A COUPLE of months ago I told of Hugh Millar’s memories of a period of his childhood spent in part of an old mansion in West Stewart Street, Greenock, at the corner with Jamaica Street.

In 1951 he then moved to Canada with his mother and siblings a year after his father found a job on the other side of the Atlantic. Hugh, who lives in North Vancouver, got in touch after becoming aware a photograph of the property had just appeared in my Wednesday page.

I recently came upon another picture of the building that featured here a few years ago.

Hugh Millar mentioned a belief that the property may have been a private school at one time.

This paper’s archives contain a suggestion that Alexander Graham Bell — the inventor of the telephone — was a pupil at what was called the Jamaica Academy.

I have not, as yet, been able to confirm Edinburgh-born Bell’s connection with the property, which is also thought to have been a convent or convent school at one time.

A former owner of the mansion was James Johnston Grieve, who was Provost of Greenock from 1860 until 1868 and also the town’s MP from 1868 until 1877.

It was said his daughters got so fed up making their way from the front door down to West Stewart Street in the worst of weather to their horse and carriage that their father decided to have built the covered walk-way seen in the accompanying picture.
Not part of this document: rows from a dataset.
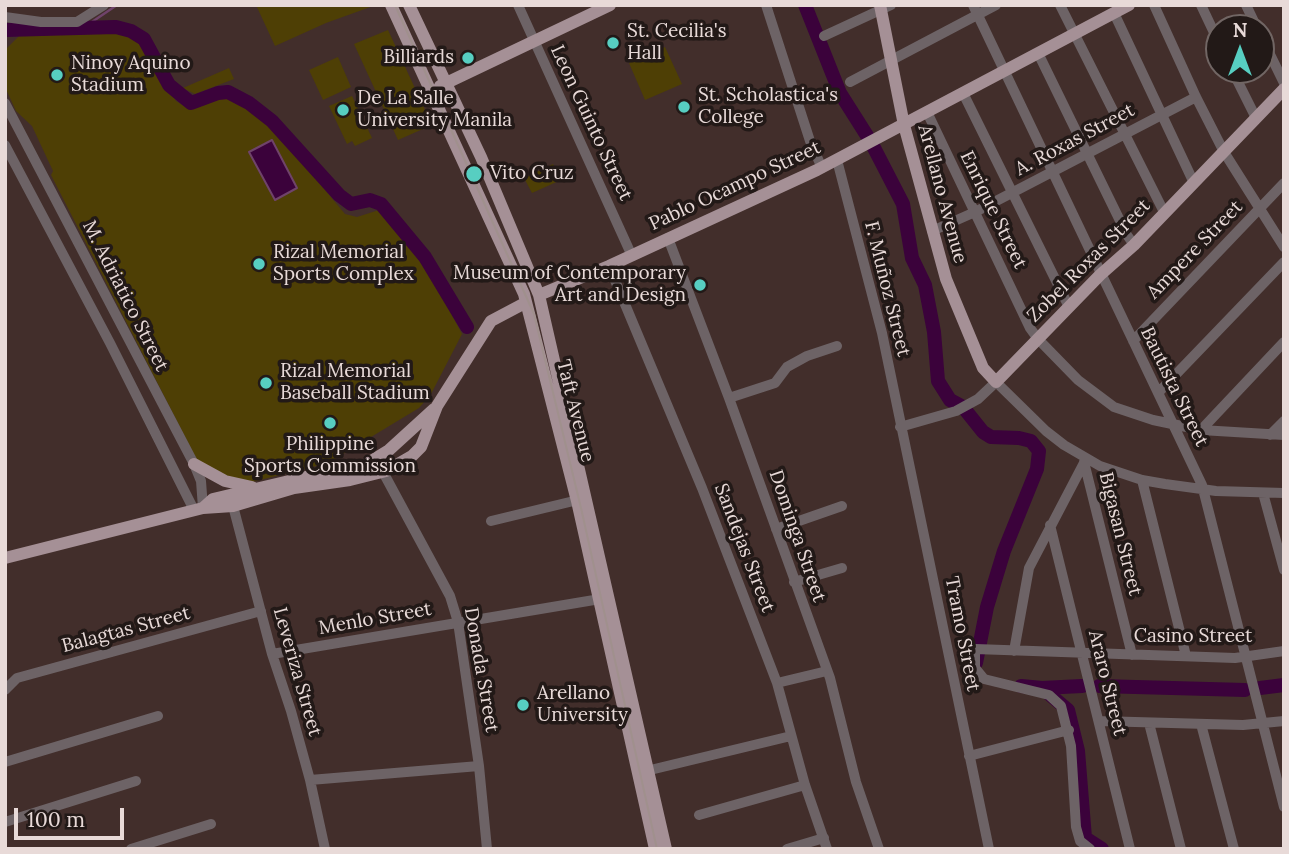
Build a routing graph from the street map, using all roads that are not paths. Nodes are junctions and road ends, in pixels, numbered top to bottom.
1 (104, 5) edge
2 (391, 5) edge
3 (409, 5) edge
4 (518, 5) edge
5 (766, 5) edge
6 (996, 5) edge
7 (1060, 5) edge
8 (1129, 5) edge
9 (1154, 5) edge
10 (603, 7) edge
11 (884, 7) edge
12 (975, 10) edge
13 (1114, 13) junction
14 (5, 17) edge
15 (1074, 34) junction
16 (824, 36) dead end
17 (534, 41) junction
18 (1038, 52) junction
19 (890, 62) junction
20 (1275, 65) edge
21 (1004, 70) junction
22 (850, 82) dead end
23 (1284, 83) edge
24 (446, 84) junction
25 (1239, 84) edge
26 (1284, 89) edge
27 (430, 91) junction
28 (963, 93) junction
29 (1196, 97) junction
30 (5, 103) edge
31 (927, 112) junction
32 (1162, 115) junction
33 (1256, 118) junction
34 (904, 125) junction
35 (1125, 134) junction
36 (5, 145) edge
37 (1224, 152) junction
38 (1087, 154) junction
39 (837, 160) junction
40 (821, 168) junction
41 (1052, 172) junction
42 (1194, 183) junction
43 (1284, 183) edge
44 (1013, 192) junction
45 (1259, 208) junction
46 (975, 212) junction
47 (1164, 212) junction
48 (932, 231) junction
49 (668, 239) junction
50 (1134, 245) junction
51 (1284, 247) edge
52 (632, 256) junction
53 (1284, 262) edge
54 (610, 266) junction
55 (1100, 275) junction
56 (557, 289) junction
57 (539, 295) junction
58 (525, 303) junction
59 (1069, 307) junction
60 (545, 324) junction
61 (1038, 339) junction
62 (1133, 341) junction
63 (1284, 342) edge
64 (837, 346) dead end
65 (996, 382) junction
66 (1158, 393) junction
67 (729, 398) junction
68 (437, 406) junction
69 (1284, 421) edge
70 (1172, 425) junction
71 (900, 427) junction
72 (1201, 430) junction
73 (407, 434) junction
74 (1270, 435) junction
75 (1284, 435) edge
76 (421, 447) junction
77 (1085, 460) junction
78 (194, 464) junction
79 (372, 471) junction
80 (1142, 480) junction
81 (259, 488) junction
82 (1203, 489) junction
83 (1263, 493) junction
84 (1284, 493) edge
85 (582, 500) junction
86 (233, 506) junction
87 (842, 506) dead end
88 (199, 509) junction
89 (491, 521) dead end
90 (1050, 526) junction
91 (776, 529) junction
92 (5, 558) edge
93 (842, 568) dead end
94 (1284, 570) edge
95 (794, 582) junction
96 (604, 598) junction
97 (261, 611) junction
98 (458, 622) junction
99 (1014, 651) junction
100 (1284, 651) edge
101 (1081, 653) junction
102 (272, 654) junction
103 (1132, 655) junction
104 (1186, 656) junction
105 (1247, 657) junction
106 (827, 671) junction
107 (777, 683) junction
108 (5, 690) edge
109 (158, 716) dead end
110 (1099, 721) junction
111 (1284, 721) edge
112 (1149, 723) junction
113 (1201, 724) junction
114 (1263, 725) junction
115 (1069, 730) junction
116 (791, 736) junction
117 (969, 755) junction
118 (5, 762) edge
119 (479, 766) junction
120 (643, 772) junction
121 (310, 780) junction
122 (136, 781) dead end
123 (805, 785) junction
124 (1284, 807) edge
125 (699, 815) dead end
126 (5, 822) edge
127 (211, 824) dead end
128 (826, 844) edge
129 (131, 849) edge
130 (325, 849) edge
131 (487, 849) edge
132 (655, 849) edge
133 (666, 849) edge
134 (787, 849) edge
135 (878, 849) edge
136 (989, 849) edge
137 (1090, 849) edge
138 (1130, 849) edge
139 (1181, 849) edge
140 (1234, 849) edge

1 - 14 street
2 - 27 main road, Taft Avenue
3 - 24 main road, Taft Avenue
4 - 17 street, Leon Guinto Street
5 - 40 street
6 - 12 street
7 - 15 street
8 - 13 main road, Pablo Ocampo Street
9 - 29 street
10 - 17 main road
11 - 16 street
11 - 19 main road, Arellano Avenue
12 - 19 street
12 - 21 street, Bautista Street
13 - 15 main road, Pablo Ocampo Street
13 - 32 street
15 - 18 main road, Pablo Ocampo Street
15 - 35 street
17 - 24 main road
17 - 52 street, Leon Guinto Street
18 - 21 main road, Pablo Ocampo Street
18 - 38 street
19 - 22 street
19 - 34 main road, Arellano Avenue
20 - 23 street
21 - 28 main road, Pablo Ocampo Street
21 - 41 street, Bautista Street
24 - 27 main road
24 - 57 main road, Taft Avenue
25 - 33 street
26 - 33 main road, Zobel Roxas Street
27 - 58 main road, Taft Avenue
28 - 31 main road, Pablo Ocampo Street
28 - 44 street
29 - 32 street, A. Roxas Street
29 - 37 street
30 - 78 street, M. Adriatico Street
31 - 34 main road, Pablo Ocampo Street
31 - 46 street, Enrique Street
32 - 35 street, A. Roxas Street
32 - 42 street
33 - 37 main road, Zobel Roxas Street
34 - 39 main road, Pablo Ocampo Street
34 - 48 main road, Arellano Avenue
35 - 38 street, A. Roxas Street
35 - 47 street
36 - 88 street, M. Adriatico Street
37 - 42 main road, Zobel Roxas Street
37 - 45 street
38 - 41 street, A. Roxas Street
38 - 50 street
39 - 40 main road, Pablo Ocampo Street
39 - 71 street, F. Muñoz Street
40 - 49 main road, Pablo Ocampo Street
41 - 44 street, A. Roxas Street
41 - 55 street, Bautista Street
42 - 47 main road, Zobel Roxas Street
43 - 45 street, Ampere Street
44 - 46 street, A. Roxas Street
44 - 59 street
45 - 51 street
45 - 62 street, Ampere Street
46 - 48 street, A. Roxas Street
46 - 61 street, Enrique Street
47 - 50 main road, Zobel Roxas Street
48 - 65 main road, Arellano Avenue
49 - 52 main road, Pablo Ocampo Street
49 - 67 street, Dominga Street
50 - 55 main road, Zobel Roxas Street
52 - 54 main road, Pablo Ocampo Street
53 - 66 street
54 - 56 main road, Pablo Ocampo Street
54 - 107 street, Sandejas Street
55 - 59 main road, Zobel Roxas Street
55 - 62 street, Bautista Street
56 - 57 main road, Pablo Ocampo Street
56 - 60 main road
57 - 60 main road, Taft Avenue
58 - 68 main road
58 - 85 main road, Taft Avenue
59 - 61 main road, Zobel Roxas Street
60 - 85 main road, Taft Avenue
61 - 65 main road, Zobel Roxas Street
61 - 70 street, Enrique Street
62 - 66 street, Bautista Street
63 - 72 street
64 - 67 street
65 - 71 street, Zobel Roxas Street
65 - 77 street
66 - 70 street, Bautista Street
67 - 91 street, Dominga Street
68 - 73 main road
68 - 76 main road
69 - 74 street
70 - 72 street, Enrique Street
70 - 82 street, Bautista Street
71 - 117 street, Tramo Street
72 - 74 street, Enrique Street
73 - 76 main road
73 - 79 main road
74 - 75 street, Enrique Street
76 - 79 main road
77 - 80 street
77 - 90 street
77 - 103 street, Bigasan Street
78 - 81 main road
78 - 88 street, M. Adriatico Street
79 - 81 main road
79 - 86 main road
79 - 98 street, Donada Street
80 - 82 street
80 - 104 street
81 - 88 main road
82 - 83 street
82 - 105 street, Bautista Street
83 - 84 street
83 - 94 street
85 - 89 street
85 - 96 main road, Taft Avenue
86 - 88 main road
86 - 97 street, Leveriza Street
87 - 91 street
88 - 92 main road
90 - 99 street
90 - 101 street, Araro Street
91 - 95 street, Dominga Street
93 - 95 street
95 - 106 street, Dominga Street
96 - 98 street, Menlo Street
96 - 120 main road, Taft Avenue
97 - 102 street, Leveriza Street
97 - 108 street, Balagtas Street
98 - 102 street, Menlo Street
98 - 119 street, Donada Street
99 - 101 street, Casino Street
99 - 115 street, Casino Street
100 - 105 street, Casino Street
101 - 103 street, Casino Street
101 - 110 street, Araro Street
102 - 121 street, Leveriza Street
103 - 104 street, Casino Street
104 - 105 street, Casino Street
105 - 114 street, Bautista Street
106 - 107 street
106 - 135 street, Dominga Street
107 - 116 street, Sandejas Street
109 - 118 street
110 - 112 street
110 - 138 street, Araro Street
111 - 114 street
112 - 113 street
112 - 139 street
113 - 114 street
113 - 140 street
114 - 124 street, Bautista Street
115 - 117 street
115 - 137 street
116 - 120 street
116 - 123 street, Sandejas Street
117 - 136 street, Tramo Street
119 - 121 street
119 - 131 street, Donada Street
120 - 132 main road, Taft Avenue
120 - 133 main road, Taft Avenue
121 - 130 street, Leveriza Street
122 - 126 street
123 - 125 street
123 - 128 street, Sandejas Street
127 - 129 street
128 - 134 street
During Grieve’s term as Provost he vigorously campaigned for and launched many of the biggest schemes projected in the town. They included the construction of Princes Pier, the James Watt Dock, the Garvel Graving Dock and the extension of the waterworks at the Gryfe. Grieve came to Greenock from a farm in Glenfalloch, Perthshire.

In his ‘History of Greenock’ published in 1921, R M Smith says of Grieve: “His entrance to municipal service came at a time when the industrial life of the county (Renfrewshire) was specially charged with the spirit of progress and the natural resources of Greenock were waiting to be developed.

“Under him the town enjoyed a career of prosperity, extension and improvement such as no other period can lay claim to.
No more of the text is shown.